Would you reproduce every record exactly, leaving out the pictures?

[Stored dataset items]
[Start of section]
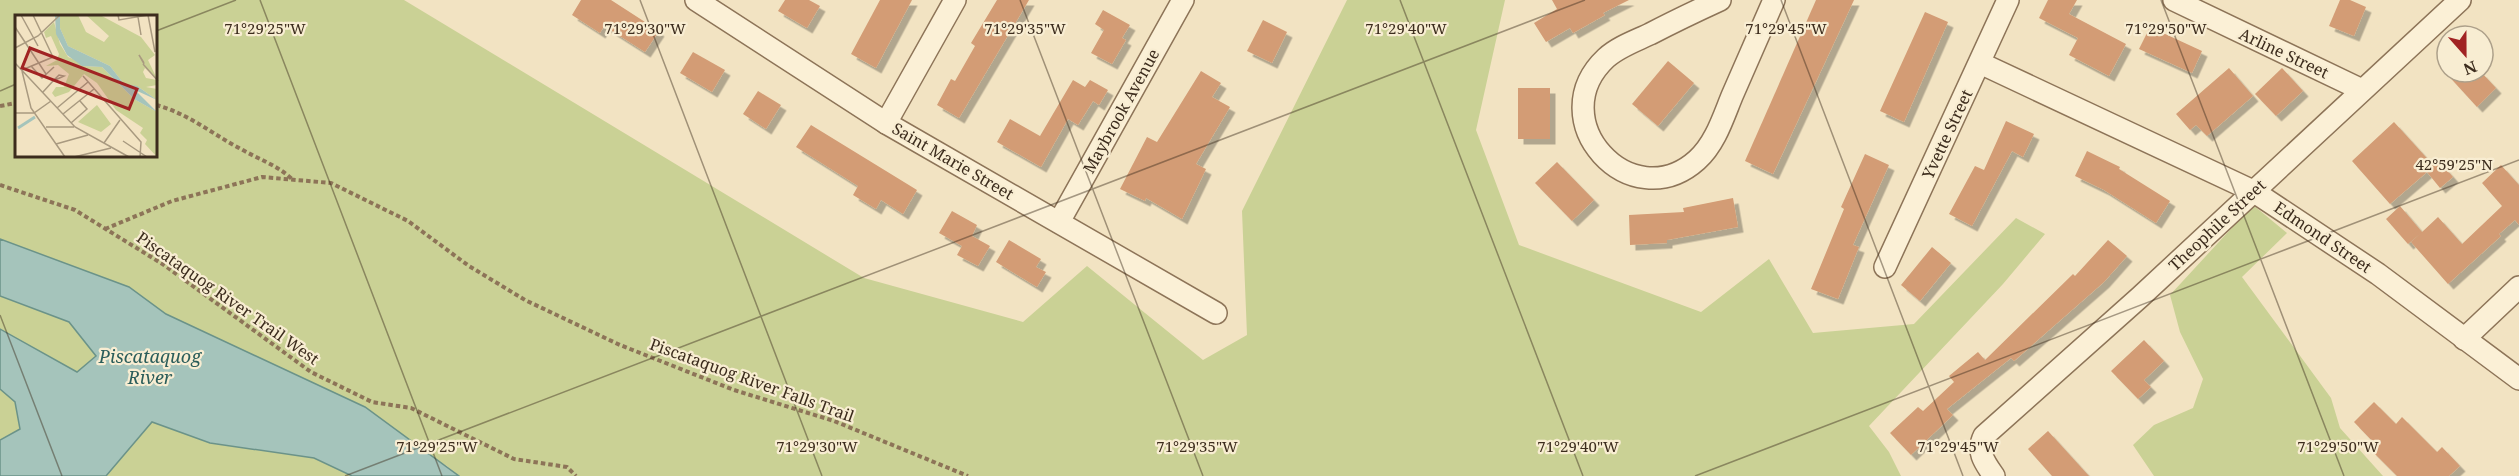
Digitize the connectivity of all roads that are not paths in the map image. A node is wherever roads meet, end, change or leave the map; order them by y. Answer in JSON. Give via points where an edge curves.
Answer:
{"nodes":[{"id":1,"x":696,"y":0,"type":"edge"},
{"id":2,"x":955,"y":0,"type":"edge"},
{"id":3,"x":1183,"y":0,"type":"edge"},
{"id":4,"x":1720,"y":0,"type":"edge"},
{"id":5,"x":1774,"y":0,"type":"edge"},
{"id":6,"x":2008,"y":0,"type":"edge"},
{"id":7,"x":2174,"y":0,"type":"edge"},
{"id":8,"x":2460,"y":0,"type":"edge"},
{"id":9,"x":727,"y":8,"type":"edge"},
{"id":10,"x":1980,"y":63,"type":"junction"},
{"id":11,"x":2362,"y":90,"type":"junction"},
{"id":12,"x":886,"y":123,"type":"junction"},
{"id":13,"x":2253,"y":190,"type":"junction"},
{"id":14,"x":1059,"y":222,"type":"junction"},
{"id":15,"x":1885,"y":267,"type":"dead end"},
{"id":16,"x":2519,"y":287,"type":"edge"},
{"id":17,"x":1216,"y":313,"type":"dead end"},
{"id":18,"x":2464,"y":339,"type":"junction"},
{"id":19,"x":2519,"y":379,"type":"edge"},
{"id":20,"x":1994,"y":476,"type":"edge"}],
"edges":[{"from":1,"to":9,"type":"street","name":"Saint Marie Street"},
{"from":2,"to":12,"type":"street"},
{"from":3,"to":14,"type":"street","name":"Maybrook Avenue"},
{"from":4,"to":5,"type":"street","via":[[1621,48],[1597,68],[1584,96],[1583,112],[1591,141],[1612,165],[1625,172],[1656,177],[1671,175],[1697,160],[1714,138]]},
{"from":6,"to":10,"type":"street","name":"Yvette Street"},
{"from":7,"to":11,"type":"street","name":"Arline Street"},
{"from":8,"to":11,"type":"street","name":"Theophile Street"},
{"from":9,"to":12,"type":"street","name":"Saint Marie Street"},
{"from":10,"to":13,"type":"street","name":"Edmond Street"},
{"from":10,"to":15,"type":"street","name":"Yvette Street"},
{"from":11,"to":13,"type":"street","name":"Theophile Street"},
{"from":12,"to":14,"type":"street","name":"Saint Marie Street"},
{"from":13,"to":18,"type":"street","name":"Edmond Street","via":[[2378,274]]},
{"from":13,"to":20,"type":"street","name":"Theophile Street","via":[[1984,436],[1980,444],[1982,459]]},
{"from":14,"to":17,"type":"street","name":"Saint Marie Street"},
{"from":16,"to":18,"type":"street"},
{"from":18,"to":19,"type":"street","name":"Edmond Street"}]}
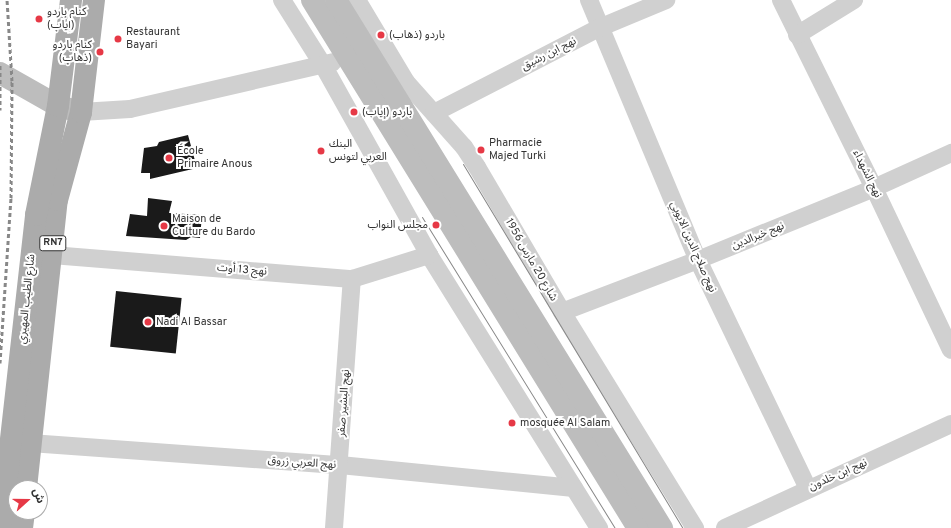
[End of section]
**TASK SOLUTION**
Digitize the connectivity of all roads that are not paths in the map image. A node is wherever roads meet, end, change or leave the map; order them by y. Answer in JSON. Give via points where an edge curves.
Answer:
{"nodes":[{"id":1,"x":696,"y":0,"type":"edge"},
{"id":2,"x":955,"y":0,"type":"edge"},
{"id":3,"x":1183,"y":0,"type":"edge"},
{"id":4,"x":1720,"y":0,"type":"edge"},
{"id":5,"x":1774,"y":0,"type":"edge"},
{"id":6,"x":2008,"y":0,"type":"edge"},
{"id":7,"x":2174,"y":0,"type":"edge"},
{"id":8,"x":2460,"y":0,"type":"edge"},
{"id":9,"x":727,"y":8,"type":"edge"},
{"id":10,"x":1980,"y":63,"type":"junction"},
{"id":11,"x":2362,"y":90,"type":"junction"},
{"id":12,"x":886,"y":123,"type":"junction"},
{"id":13,"x":2253,"y":190,"type":"junction"},
{"id":14,"x":1059,"y":222,"type":"junction"},
{"id":15,"x":1885,"y":267,"type":"dead end"},
{"id":16,"x":2519,"y":287,"type":"edge"},
{"id":17,"x":1216,"y":313,"type":"dead end"},
{"id":18,"x":2464,"y":339,"type":"junction"},
{"id":19,"x":2519,"y":379,"type":"edge"},
{"id":20,"x":1994,"y":476,"type":"edge"}],
"edges":[{"from":1,"to":9,"type":"street","name":"Saint Marie Street"},
{"from":2,"to":12,"type":"street"},
{"from":3,"to":14,"type":"street","name":"Maybrook Avenue"},
{"from":4,"to":5,"type":"street","via":[[1621,48],[1597,68],[1584,96],[1583,112],[1591,141],[1612,165],[1625,172],[1656,177],[1671,175],[1697,160],[1714,138]]},
{"from":6,"to":10,"type":"street","name":"Yvette Street"},
{"from":7,"to":11,"type":"street","name":"Arline Street"},
{"from":8,"to":11,"type":"street","name":"Theophile Street"},
{"from":9,"to":12,"type":"street","name":"Saint Marie Street"},
{"from":10,"to":13,"type":"street","name":"Edmond Street"},
{"from":10,"to":15,"type":"street","name":"Yvette Street"},
{"from":11,"to":13,"type":"street","name":"Theophile Street"},
{"from":12,"to":14,"type":"street","name":"Saint Marie Street"},
{"from":13,"to":18,"type":"street","name":"Edmond Street","via":[[2378,274]]},
{"from":13,"to":20,"type":"street","name":"Theophile Street","via":[[1984,436],[1980,444],[1982,459]]},
{"from":14,"to":17,"type":"street","name":"Saint Marie Street"},
{"from":16,"to":18,"type":"street"},
{"from":18,"to":19,"type":"street","name":"Edmond Street"}]}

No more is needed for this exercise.